Because Salicornia bigelovii can be grown using saltwater and its seeds contain high levels of unsaturated oil and protein, it can be used to produce animal feedstuff and as a biofuel feedstock on coastal land where conventional crops cannot be grown. Adding nitrogen-based fertiliser to the seawater appears to increase the rate of growth and the eventual height of the plant, and the effluent from marine aquaculture is a suggested use for this purpose.
Experimental fields of Salicornia have been planted in Ras al-Zawr, Eritrea and Sonora aimed at the production of biodiesel. The company responsible for the Sonora trials claims between 225 and 250 gallons of BQ-9000 biodiesel can be produced per hectare of salicornia, and is promoting a $35 million scheme to create a salicornia farm in Bahia de Kino.
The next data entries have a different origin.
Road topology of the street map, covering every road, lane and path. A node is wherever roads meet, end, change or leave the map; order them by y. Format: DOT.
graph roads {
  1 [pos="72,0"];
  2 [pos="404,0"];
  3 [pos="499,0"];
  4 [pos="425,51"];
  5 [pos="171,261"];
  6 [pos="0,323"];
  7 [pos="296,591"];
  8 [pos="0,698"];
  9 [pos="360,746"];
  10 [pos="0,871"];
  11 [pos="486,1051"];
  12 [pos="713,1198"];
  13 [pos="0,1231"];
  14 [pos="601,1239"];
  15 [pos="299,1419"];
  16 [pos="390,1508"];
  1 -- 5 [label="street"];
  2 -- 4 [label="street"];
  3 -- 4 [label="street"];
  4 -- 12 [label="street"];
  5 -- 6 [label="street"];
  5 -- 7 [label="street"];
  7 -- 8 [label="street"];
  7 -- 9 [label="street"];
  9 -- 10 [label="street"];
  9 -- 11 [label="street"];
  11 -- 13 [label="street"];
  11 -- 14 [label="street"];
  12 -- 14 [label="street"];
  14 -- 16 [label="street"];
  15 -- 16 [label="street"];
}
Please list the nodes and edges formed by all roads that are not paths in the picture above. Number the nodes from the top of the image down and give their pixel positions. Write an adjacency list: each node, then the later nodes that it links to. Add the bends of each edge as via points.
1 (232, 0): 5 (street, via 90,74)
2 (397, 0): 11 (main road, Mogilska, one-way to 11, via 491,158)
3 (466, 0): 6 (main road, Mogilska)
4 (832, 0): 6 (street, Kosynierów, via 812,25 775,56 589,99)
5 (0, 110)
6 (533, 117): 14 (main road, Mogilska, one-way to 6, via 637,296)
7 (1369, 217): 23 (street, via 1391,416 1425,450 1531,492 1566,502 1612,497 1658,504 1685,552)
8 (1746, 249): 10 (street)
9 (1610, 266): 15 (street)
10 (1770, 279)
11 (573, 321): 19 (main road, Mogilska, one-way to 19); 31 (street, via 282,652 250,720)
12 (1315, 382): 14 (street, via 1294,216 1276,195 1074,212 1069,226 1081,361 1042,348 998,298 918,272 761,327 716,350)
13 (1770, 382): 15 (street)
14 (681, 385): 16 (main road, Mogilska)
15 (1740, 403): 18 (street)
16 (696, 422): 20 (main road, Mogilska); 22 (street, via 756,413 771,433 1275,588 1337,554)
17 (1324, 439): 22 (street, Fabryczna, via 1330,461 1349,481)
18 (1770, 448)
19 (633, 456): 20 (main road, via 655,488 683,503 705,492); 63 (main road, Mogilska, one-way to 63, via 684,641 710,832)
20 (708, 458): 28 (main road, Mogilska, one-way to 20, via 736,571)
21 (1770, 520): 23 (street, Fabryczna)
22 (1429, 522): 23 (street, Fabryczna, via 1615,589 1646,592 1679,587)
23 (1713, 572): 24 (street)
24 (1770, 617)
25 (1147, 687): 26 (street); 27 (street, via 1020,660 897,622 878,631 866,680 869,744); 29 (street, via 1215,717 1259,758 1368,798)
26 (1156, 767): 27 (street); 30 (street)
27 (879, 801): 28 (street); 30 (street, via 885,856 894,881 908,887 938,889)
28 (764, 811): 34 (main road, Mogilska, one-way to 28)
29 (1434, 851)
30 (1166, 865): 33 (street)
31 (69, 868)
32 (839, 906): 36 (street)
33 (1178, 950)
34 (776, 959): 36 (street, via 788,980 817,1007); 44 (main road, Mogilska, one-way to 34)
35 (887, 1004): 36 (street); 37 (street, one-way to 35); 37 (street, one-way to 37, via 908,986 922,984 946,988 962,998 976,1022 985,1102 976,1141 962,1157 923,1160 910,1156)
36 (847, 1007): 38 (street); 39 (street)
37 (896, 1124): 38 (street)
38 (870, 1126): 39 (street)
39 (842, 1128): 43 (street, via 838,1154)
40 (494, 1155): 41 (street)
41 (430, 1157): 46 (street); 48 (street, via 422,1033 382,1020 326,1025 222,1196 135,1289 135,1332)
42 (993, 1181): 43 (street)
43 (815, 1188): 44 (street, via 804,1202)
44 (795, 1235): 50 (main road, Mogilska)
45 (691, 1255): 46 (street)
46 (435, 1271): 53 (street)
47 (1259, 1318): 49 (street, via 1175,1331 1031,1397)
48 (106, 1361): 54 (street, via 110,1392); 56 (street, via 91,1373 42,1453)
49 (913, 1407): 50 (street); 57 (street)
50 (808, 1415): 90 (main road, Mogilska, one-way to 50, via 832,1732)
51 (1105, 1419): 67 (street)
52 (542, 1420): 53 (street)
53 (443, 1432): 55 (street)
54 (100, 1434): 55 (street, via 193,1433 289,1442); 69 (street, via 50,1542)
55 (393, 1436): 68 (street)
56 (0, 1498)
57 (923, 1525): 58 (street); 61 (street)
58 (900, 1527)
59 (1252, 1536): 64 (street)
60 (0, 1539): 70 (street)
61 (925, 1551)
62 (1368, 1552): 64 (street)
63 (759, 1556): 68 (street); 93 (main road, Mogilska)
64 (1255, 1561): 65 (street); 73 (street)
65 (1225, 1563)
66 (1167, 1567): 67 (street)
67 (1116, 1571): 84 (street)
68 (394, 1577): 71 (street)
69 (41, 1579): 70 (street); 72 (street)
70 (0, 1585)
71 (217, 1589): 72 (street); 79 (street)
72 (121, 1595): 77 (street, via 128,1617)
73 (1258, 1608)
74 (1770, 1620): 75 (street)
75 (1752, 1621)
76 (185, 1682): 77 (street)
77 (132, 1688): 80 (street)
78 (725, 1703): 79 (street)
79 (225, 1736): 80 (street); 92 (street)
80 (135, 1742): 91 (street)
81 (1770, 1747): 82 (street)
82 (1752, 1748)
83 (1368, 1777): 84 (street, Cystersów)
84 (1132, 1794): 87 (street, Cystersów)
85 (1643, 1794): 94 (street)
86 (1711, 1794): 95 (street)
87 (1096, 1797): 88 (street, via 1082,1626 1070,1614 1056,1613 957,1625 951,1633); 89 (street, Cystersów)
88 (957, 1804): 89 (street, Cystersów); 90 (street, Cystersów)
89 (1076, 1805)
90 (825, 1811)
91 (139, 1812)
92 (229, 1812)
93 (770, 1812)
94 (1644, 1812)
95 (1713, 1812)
Stems and roots of Salicornia brachiata plants have a high cellulose content, whereas tender stem tips exhibit a low cellulose content. Salicornia brachiata revealed the dominance of rhamnose, arabinose, mannose, galactose, and glucose, with meager presence of ribose and xylose in their structural polysaccharide.

Environmental uses

Pickleweed is used in Phytoextraction, it is highly effective at removing selenium from soil, which is absorbed by the plant and then released into the atmosphere to be dispersed by prevailing winds. Pickleweed has been found to have average volatilization rates 10-100 times higher than other species.